Keir Starmer and Rishi Sunak tried to outdo each other in unity, in a chamber designed for disagreement. The leader of the opposition was at his most prime ministerial, opening his questions by observing that “the prime minister and I joined this House together in 2015”.

In other words, we are equals; equal in the ferocity of our support for the Ukrainian people. “We have lived through important moments in our domestic and international politics,” he said. “But none of those experiences compares to the pain and suffering of the people of Ukraine. Does the prime minister agree with me that right across this House it is vital that we all continue to stand together in full support of Ukraine?”

It turned out that Sunak did agree with him – and he also agreed with him in expressing condolences to all those affected by the earthquake in Turkey and Syria, which he, the prime minister, had omitted to do.

Starmer devoted all six of his questions to variations of his first. He said that before he served in parliament he had helped bring cases to the Hague on behalf of victims of Serbian aggression, and urged Sunak to ensure that war crimes committed by Vladimir Putin’s forces are prosecuted there. The prime minister said he was hopeful that there would be International Criminal Court indictments soon.

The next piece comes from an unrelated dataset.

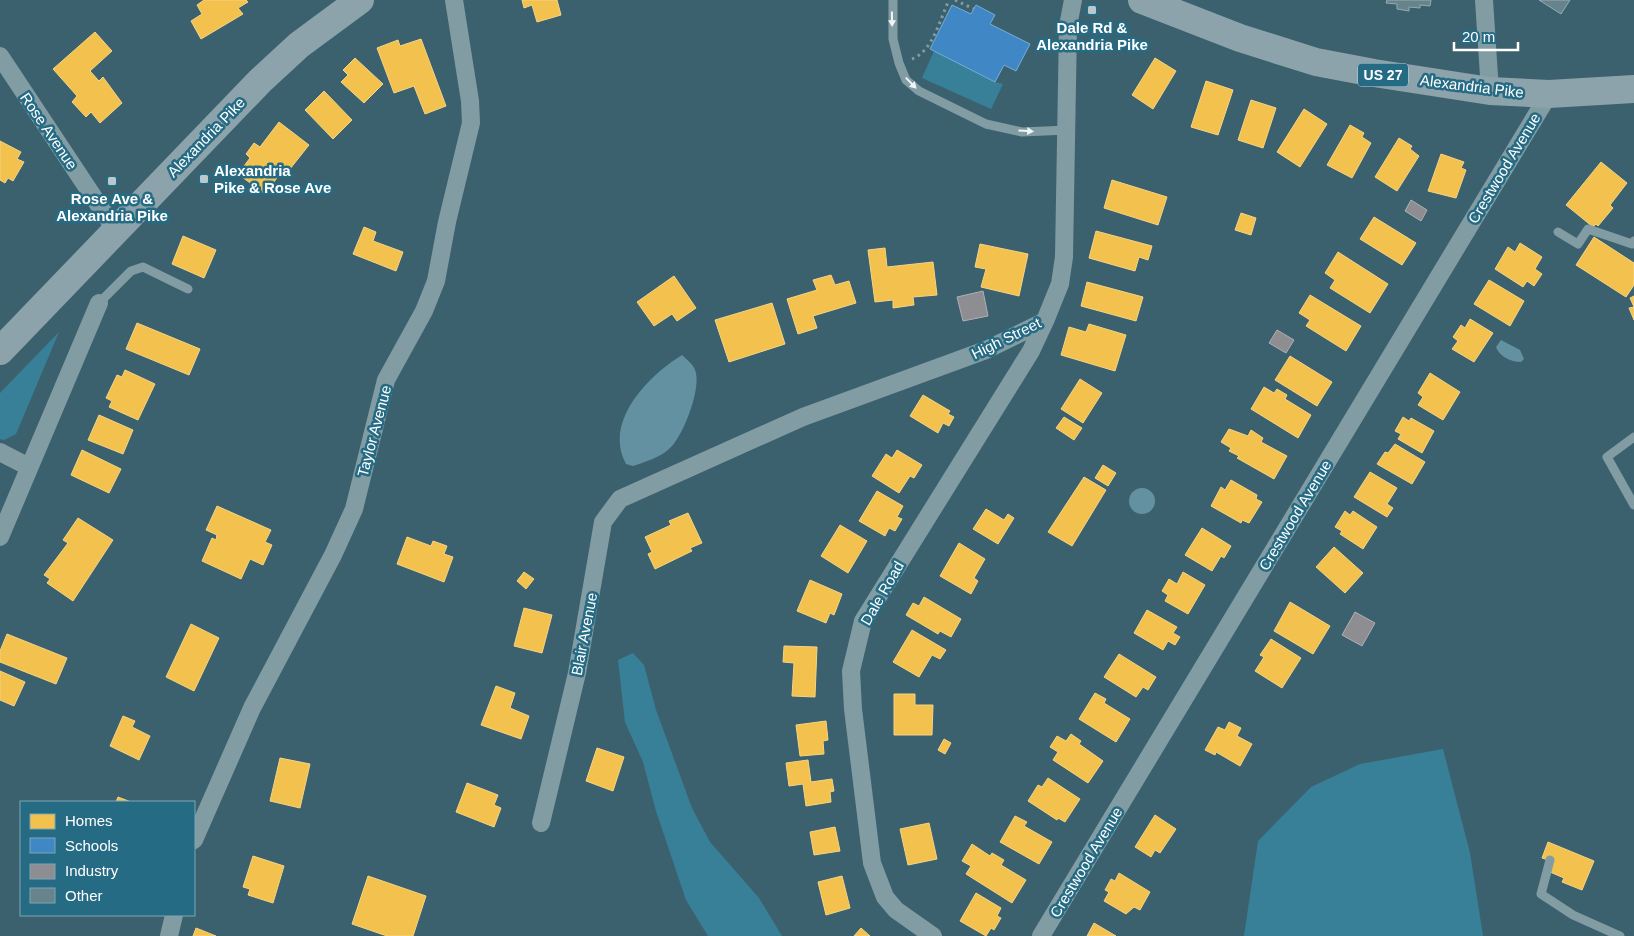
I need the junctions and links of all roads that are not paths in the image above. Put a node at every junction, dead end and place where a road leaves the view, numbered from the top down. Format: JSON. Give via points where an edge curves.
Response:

It was only in his sixth question that Starmer allowed a note of political contention to enter his words. Except that he was not disagreeing with the Conservative government, but with Labour’s recent past.

“As a country we have always been at our best when we stand up to tyrannical dictators threatening their neighbours and peace on our continent,” Starmer said. “That’s why the Labour Party helped found Nato and why our commitment to Nato is as unshakeable today as it was back then.”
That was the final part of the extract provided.